**WHAT THE EXERCISE ASKS:** Repeat each record below exactly, omitting whatever pictures appear in it.

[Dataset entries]

____________

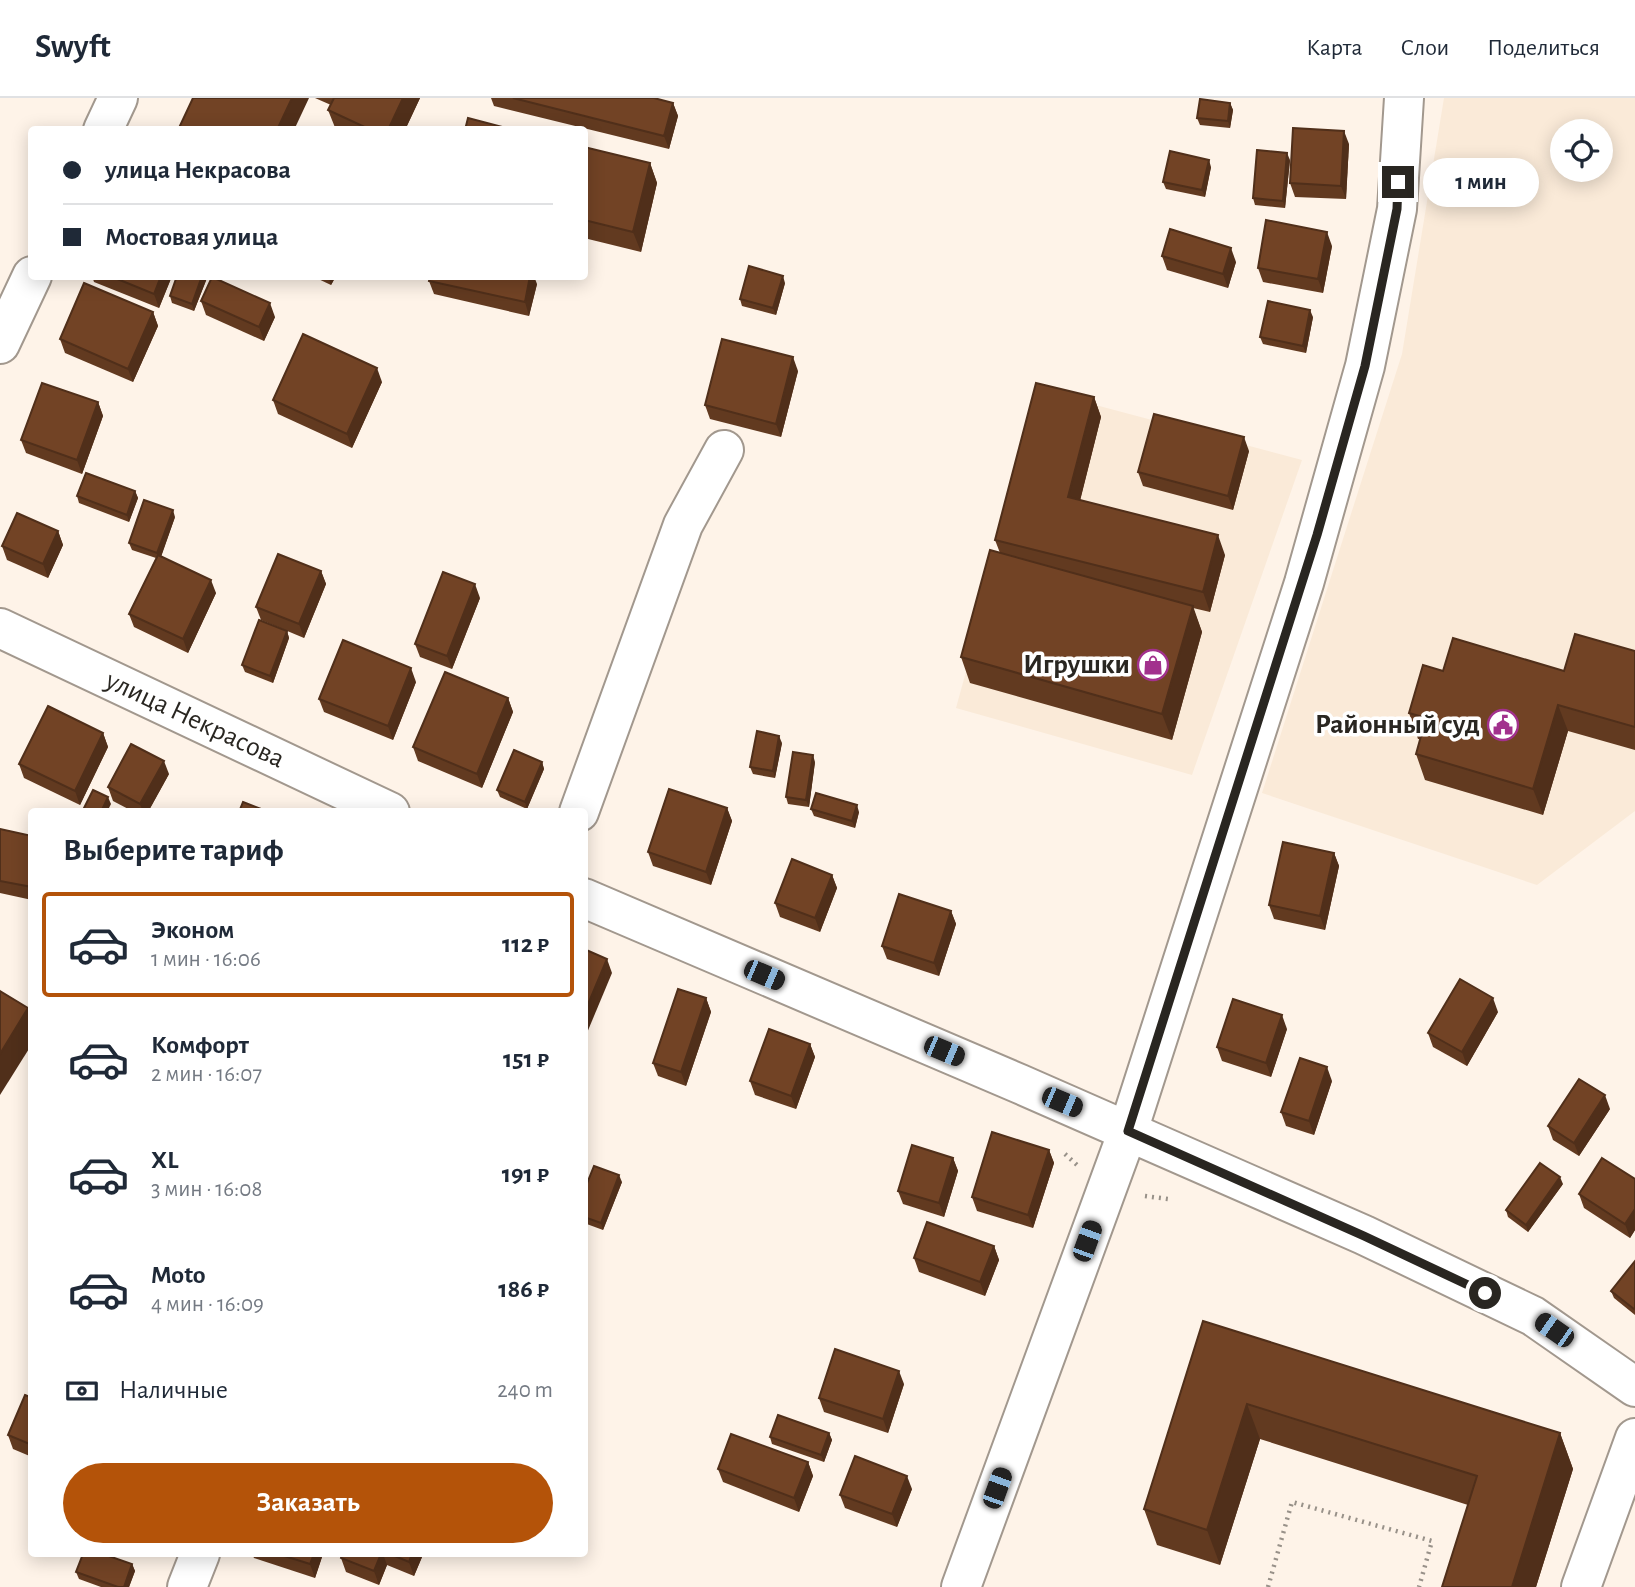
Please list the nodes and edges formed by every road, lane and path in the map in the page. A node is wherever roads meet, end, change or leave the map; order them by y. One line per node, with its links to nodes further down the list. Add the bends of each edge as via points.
1 (118, 98): 3 (street)
2 (1404, 98): 11 (street, via 1397,209 1365,366 1304,583)
3 (105, 126)
4 (30, 280): 5 (street)
5 (0, 344)
6 (724, 450): 9 (street, via 682,525)
7 (0, 628): 8 (street, улица Некрасова)
8 (382, 808)
9 (580, 808)
10 (588, 900): 11 (street)
11 (1128, 1131): 12 (street, via 1533,1316); 16 (street)
12 (1635, 1387)
13 (1635, 1438): 19 (street)
14 (199, 1557): 15 (street)
15 (187, 1587)
16 (961, 1587)
17 (1268, 1587): 18 (path, via 1292,1502 1432,1541)
18 (1419, 1587)
19 (1581, 1587)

____________

**SOLVED PROBLEM:**
Please list the nodes and edges formed by every road, lane and path in the map in the page. A node is wherever roads meet, end, change or leave the map; order them by y. One line per node, with its links to nodes further down the list. Add the bends of each edge as via points.
1 (118, 98): 3 (street)
2 (1404, 98): 11 (street, via 1397,209 1365,366 1304,583)
3 (105, 126)
4 (30, 280): 5 (street)
5 (0, 344)
6 (724, 450): 9 (street, via 682,525)
7 (0, 628): 8 (street, улица Некрасова)
8 (382, 808)
9 (580, 808)
10 (588, 900): 11 (street)
11 (1128, 1131): 12 (street, via 1533,1316); 16 (street)
12 (1635, 1387)
13 (1635, 1438): 19 (street)
14 (199, 1557): 15 (street)
15 (187, 1587)
16 (961, 1587)
17 (1268, 1587): 18 (path, via 1292,1502 1432,1541)
18 (1419, 1587)
19 (1581, 1587)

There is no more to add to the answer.